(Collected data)
BEGIN
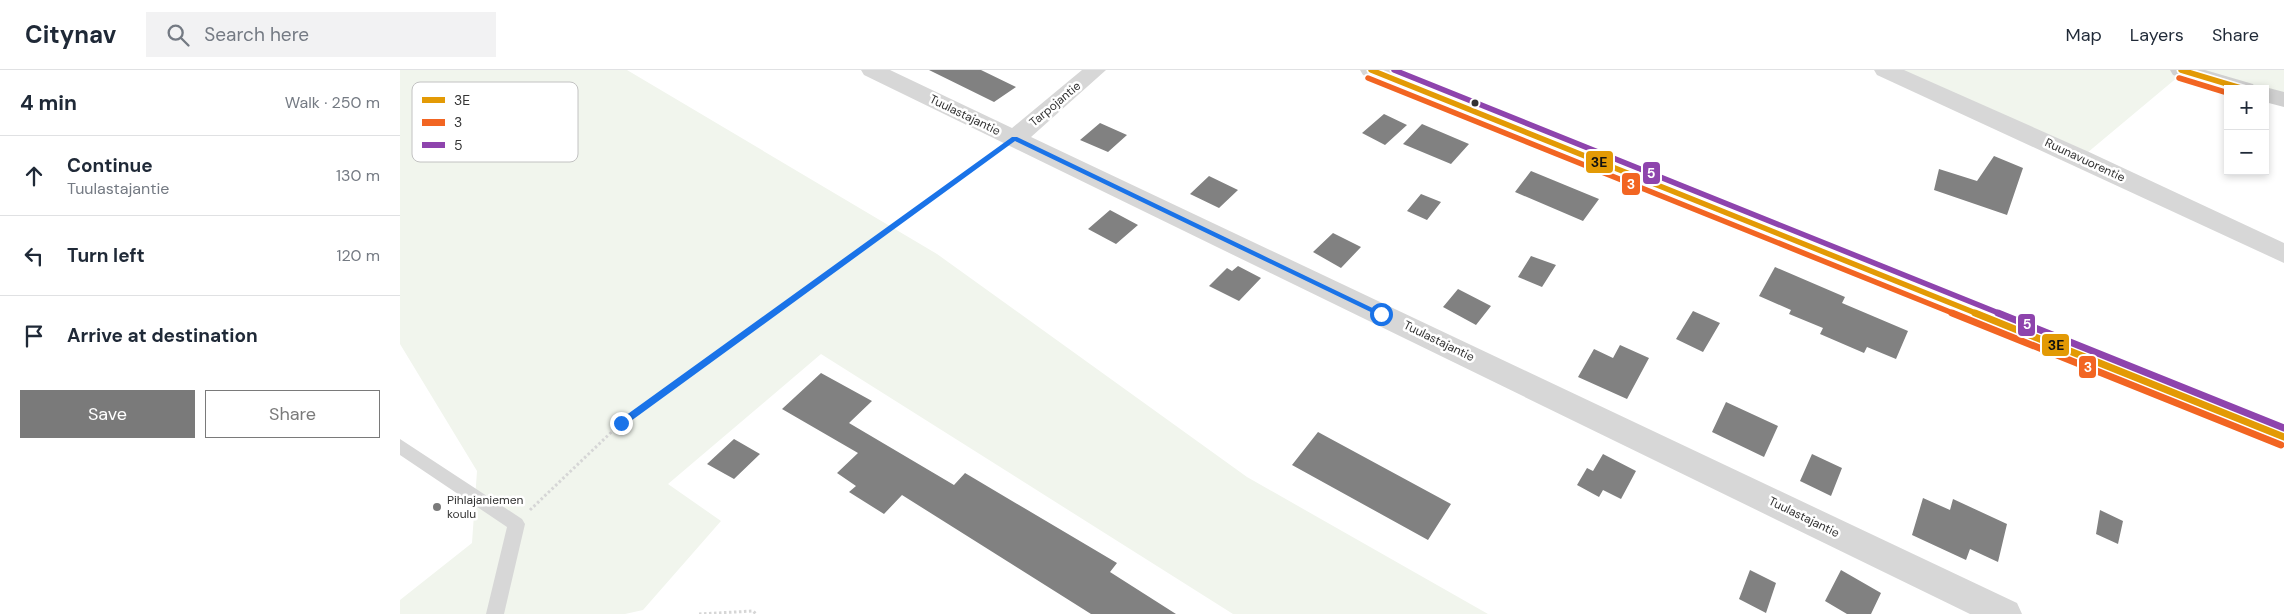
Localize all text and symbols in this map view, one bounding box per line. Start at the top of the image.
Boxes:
search box [146,12,496,57]
text: Citynav [25,19,116,50]
icon: search [164,21,192,49]
text: Search here [204,22,309,47]
text: Map [2066,23,2102,47]
text: Layers [2130,23,2184,47]
text: Share [2212,23,2259,47]
street label: Tarpojantie [1026,78,1084,130]
legend [412,82,578,162]
map controls [2224,85,2269,175]
button: + [2224,85,2269,130]
text: 4 min [20,89,77,117]
text: 3E [454,91,470,109]
street label: Tuulastajantie [927,91,1003,139]
text: Walk · 250 m [285,92,380,113]
unlabelled marker [1470,98,1480,108]
text: 3 [454,113,462,131]
button: − [2224,130,2269,175]
street label: Ruunavuorentie [2042,134,2128,186]
text: 5 [454,136,463,154]
line badge: 3E [1585,150,1614,174]
text: Continue [67,153,153,178]
text: 3E [1591,153,1607,171]
line badge: 5 [1642,161,1661,185]
icon: ahead [20,162,48,190]
text: 5 [1647,164,1655,182]
text: 130 m [336,165,380,186]
line badge: 3 [1621,172,1641,196]
text: 3 [1627,175,1635,193]
text: Tuulastajantie [67,178,169,199]
icon: left [20,242,48,270]
text: Turn left [67,243,145,268]
text: 120 m [336,245,380,266]
route start [1370,303,1393,326]
line badge: 5 [2017,313,2036,337]
text: 5 [2023,315,2031,333]
street label: Tuulastajantie [1401,317,1477,365]
icon: arrive [20,322,48,350]
text: Arrive at destination [67,323,258,348]
line badge: 3E [2041,333,2070,357]
text: 3E [2048,336,2064,354]
line badge: 3 [2078,355,2097,379]
text: 3 [2084,358,2092,376]
button: Save [20,390,195,438]
button: Share [205,390,380,438]
route end [610,412,633,435]
place label: Pihlajaniemen koulu [447,492,523,522]
street label: Tuulastajantie [1766,493,1842,541]
marker: Pihlajaniemen koulu [431,501,443,513]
END
Each line of the data above should be reproduced without alteration, and no picture should appear in the copy.

Solution to this task →
Localize all text and symbols in this map view, one bounding box per line. Start at the top of the image.
Boxes:
search box [146,12,496,57]
text: Citynav [25,19,116,50]
icon: search [164,21,192,49]
text: Search here [204,22,309,47]
text: Map [2066,23,2102,47]
text: Layers [2130,23,2184,47]
text: Share [2212,23,2259,47]
street label: Tarpojantie [1026,78,1084,130]
legend [412,82,578,162]
map controls [2224,85,2269,175]
button: + [2224,85,2269,130]
text: 4 min [20,89,77,117]
text: 3E [454,91,470,109]
street label: Tuulastajantie [927,91,1003,139]
text: Walk · 250 m [285,92,380,113]
unlabelled marker [1470,98,1480,108]
text: 3 [454,113,462,131]
button: − [2224,130,2269,175]
street label: Ruunavuorentie [2042,134,2128,186]
text: 5 [454,136,463,154]
line badge: 3E [1585,150,1614,174]
text: Continue [67,153,153,178]
text: 3E [1591,153,1607,171]
line badge: 5 [1642,161,1661,185]
icon: ahead [20,162,48,190]
text: 5 [1647,164,1655,182]
text: 130 m [336,165,380,186]
line badge: 3 [1621,172,1641,196]
text: 3 [1627,175,1635,193]
text: Tuulastajantie [67,178,169,199]
icon: left [20,242,48,270]
text: Turn left [67,243,145,268]
text: 120 m [336,245,380,266]
route start [1370,303,1393,326]
line badge: 5 [2017,313,2036,337]
text: 5 [2023,315,2031,333]
street label: Tuulastajantie [1401,317,1477,365]
icon: arrive [20,322,48,350]
text: Arrive at destination [67,323,258,348]
line badge: 3E [2041,333,2070,357]
text: 3E [2048,336,2064,354]
line badge: 3 [2078,355,2097,379]
text: 3 [2084,358,2092,376]
button: Save [20,390,195,438]
button: Share [205,390,380,438]
route end [610,412,633,435]
place label: Pihlajaniemen koulu [447,492,523,522]
street label: Tuulastajantie [1766,493,1842,541]
marker: Pihlajaniemen koulu [431,501,443,513]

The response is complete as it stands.